● Problem details:
Pictures aside, repeat the listing below exactly.

● Provided data:
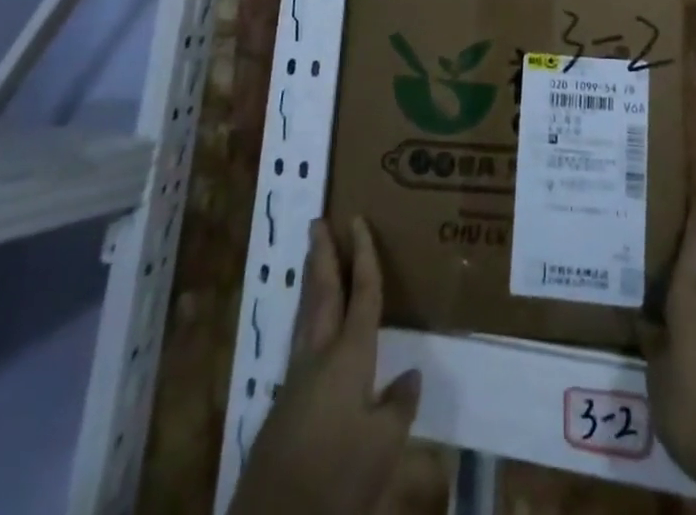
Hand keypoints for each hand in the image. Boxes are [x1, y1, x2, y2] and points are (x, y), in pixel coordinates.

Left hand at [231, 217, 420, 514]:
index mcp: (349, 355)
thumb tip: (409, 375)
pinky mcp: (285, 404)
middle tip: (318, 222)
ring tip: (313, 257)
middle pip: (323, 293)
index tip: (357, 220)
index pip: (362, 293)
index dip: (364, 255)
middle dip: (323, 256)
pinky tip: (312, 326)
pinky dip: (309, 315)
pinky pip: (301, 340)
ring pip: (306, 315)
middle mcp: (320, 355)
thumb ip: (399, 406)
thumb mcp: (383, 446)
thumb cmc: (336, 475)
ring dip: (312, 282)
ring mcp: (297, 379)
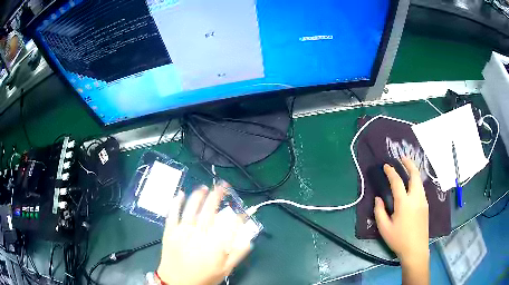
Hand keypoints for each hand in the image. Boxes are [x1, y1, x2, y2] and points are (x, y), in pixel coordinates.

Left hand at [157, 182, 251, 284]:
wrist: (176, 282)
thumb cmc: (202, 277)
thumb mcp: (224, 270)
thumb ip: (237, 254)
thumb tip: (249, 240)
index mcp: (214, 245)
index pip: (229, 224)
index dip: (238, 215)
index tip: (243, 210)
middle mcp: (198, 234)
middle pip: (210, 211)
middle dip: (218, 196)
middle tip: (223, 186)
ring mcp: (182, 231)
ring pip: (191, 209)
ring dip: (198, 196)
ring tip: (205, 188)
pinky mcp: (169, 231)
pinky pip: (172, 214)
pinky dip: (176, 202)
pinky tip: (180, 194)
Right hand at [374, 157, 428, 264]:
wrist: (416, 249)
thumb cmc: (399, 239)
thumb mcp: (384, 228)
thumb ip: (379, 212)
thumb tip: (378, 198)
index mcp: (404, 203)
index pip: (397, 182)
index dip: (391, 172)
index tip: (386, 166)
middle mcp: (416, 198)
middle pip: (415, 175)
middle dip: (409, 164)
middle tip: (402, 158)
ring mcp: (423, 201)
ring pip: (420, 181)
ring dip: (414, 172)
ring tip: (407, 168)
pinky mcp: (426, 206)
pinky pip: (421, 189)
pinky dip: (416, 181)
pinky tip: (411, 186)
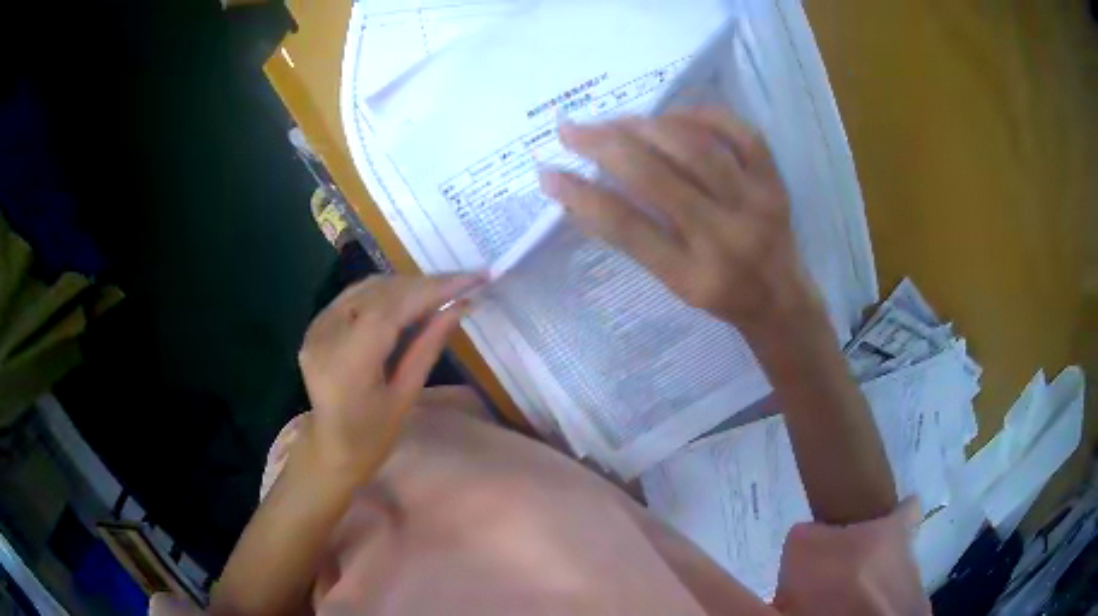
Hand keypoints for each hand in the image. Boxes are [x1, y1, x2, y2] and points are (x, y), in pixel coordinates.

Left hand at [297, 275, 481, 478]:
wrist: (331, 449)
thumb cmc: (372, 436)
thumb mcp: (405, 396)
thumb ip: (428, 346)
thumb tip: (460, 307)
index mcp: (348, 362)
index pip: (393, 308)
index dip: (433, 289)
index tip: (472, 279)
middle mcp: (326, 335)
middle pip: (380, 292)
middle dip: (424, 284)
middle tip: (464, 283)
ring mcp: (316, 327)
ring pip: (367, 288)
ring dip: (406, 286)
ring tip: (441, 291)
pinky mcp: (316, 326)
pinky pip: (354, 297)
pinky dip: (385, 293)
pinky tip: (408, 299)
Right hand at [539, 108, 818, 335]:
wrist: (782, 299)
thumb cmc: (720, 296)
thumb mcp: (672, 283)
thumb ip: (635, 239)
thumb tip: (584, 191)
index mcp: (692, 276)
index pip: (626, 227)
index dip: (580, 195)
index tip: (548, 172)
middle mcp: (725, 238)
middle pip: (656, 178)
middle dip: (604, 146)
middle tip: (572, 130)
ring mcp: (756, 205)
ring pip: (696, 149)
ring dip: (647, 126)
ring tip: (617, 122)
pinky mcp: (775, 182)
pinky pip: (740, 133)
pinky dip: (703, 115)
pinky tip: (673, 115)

● Task answer:
Hand keypoints for each hand in the image. Boxes are [x1, y1, x2, y2] and points are (x, y), in pixel coordinates.

Left hand at [231, 217, 420, 514]:
index mcp: (349, 355)
thumb tip: (409, 375)
pinky mcp: (285, 404)
middle tip: (318, 222)
ring tip: (313, 257)
middle pip: (323, 293)
index tip: (357, 220)
index pip: (362, 293)
index dip: (364, 255)
middle dip: (323, 256)
pinky tip: (312, 326)
pinky dip: (309, 315)
pinky pip: (301, 340)
ring pip: (306, 315)
middle mcp: (320, 355)
thumb ip: (399, 406)
thumb mcp: (383, 446)
thumb cmc: (336, 475)
ring dip: (312, 282)
ring mcp: (297, 379)
Hand keypoints for each hand in the image. Boxes are [x1, y1, x2, y2] and points are (x, y), in pixel coordinates.

Left hand at [157, 182, 251, 284]:
wrist: (176, 282)
thumb cmc: (202, 277)
thumb mcp: (224, 270)
thumb ip: (237, 254)
thumb tip: (249, 240)
index mcp: (214, 245)
index pip: (229, 224)
index dip: (238, 215)
index tip: (243, 210)
middle mcp: (198, 234)
middle pip: (210, 211)
middle dip: (218, 196)
middle tip: (223, 186)
ring mcp: (182, 231)
ring pip: (191, 209)
ring dip: (198, 196)
ring tip: (205, 188)
pinky mcp: (169, 231)
pinky pip: (172, 214)
pinky dip: (176, 202)
pinky tip: (180, 194)
Right hand at [374, 157, 428, 264]:
wrist: (416, 249)
thumb cmc: (399, 239)
thumb mcp: (384, 228)
thumb ip: (379, 212)
thumb tip: (378, 198)
index mcp: (404, 203)
index pip: (397, 182)
index dip: (391, 172)
index tip: (386, 166)
middle mcp: (416, 198)
middle pip: (415, 175)
middle dip: (409, 164)
middle tip: (402, 158)
ring mcp: (423, 201)
ring pip: (420, 181)
ring dip: (414, 172)
ring tip: (407, 168)
pinky mcp: (426, 206)
pinky pip: (421, 189)
pinky dip: (416, 181)
pinky tip: (411, 186)
Hand keypoints for each hand in the image. Boxes are [x1, y1, x2, y2] and points are (x, y), in pixel coordinates.

Left hand at [297, 275, 481, 478]:
wrist: (331, 449)
thumb cmc: (372, 436)
thumb mcp: (405, 396)
thumb ip: (428, 346)
thumb tip: (460, 307)
index mcp: (348, 362)
index pip: (393, 308)
index dip: (433, 289)
index tip: (472, 279)
middle mcp: (326, 335)
middle pip: (380, 292)
middle dip: (424, 284)
middle tip: (464, 283)
ring mcp: (316, 327)
ring pip: (367, 288)
ring dip: (406, 286)
ring tip: (441, 291)
pinky mcp: (316, 326)
pinky pip: (354, 297)
pinky dip: (385, 293)
pinky tip: (408, 299)
Right hand at [539, 108, 818, 335]:
wrist: (782, 299)
thumb cmc: (720, 296)
thumb mcp: (672, 283)
thumb ip: (635, 239)
thumb tip: (584, 191)
index mcp: (692, 276)
index pip: (626, 227)
index dip: (580, 195)
index tip: (548, 172)
middle mcp: (725, 238)
middle pip: (656, 178)
middle dip: (604, 146)
middle tip: (572, 130)
ring mcp: (756, 205)
ring pip: (696, 149)
ring dip: (647, 126)
ring tip: (617, 122)
pinky mcp: (775, 182)
pinky pip: (740, 133)
pinky dip: (703, 115)
pinky tip: (673, 115)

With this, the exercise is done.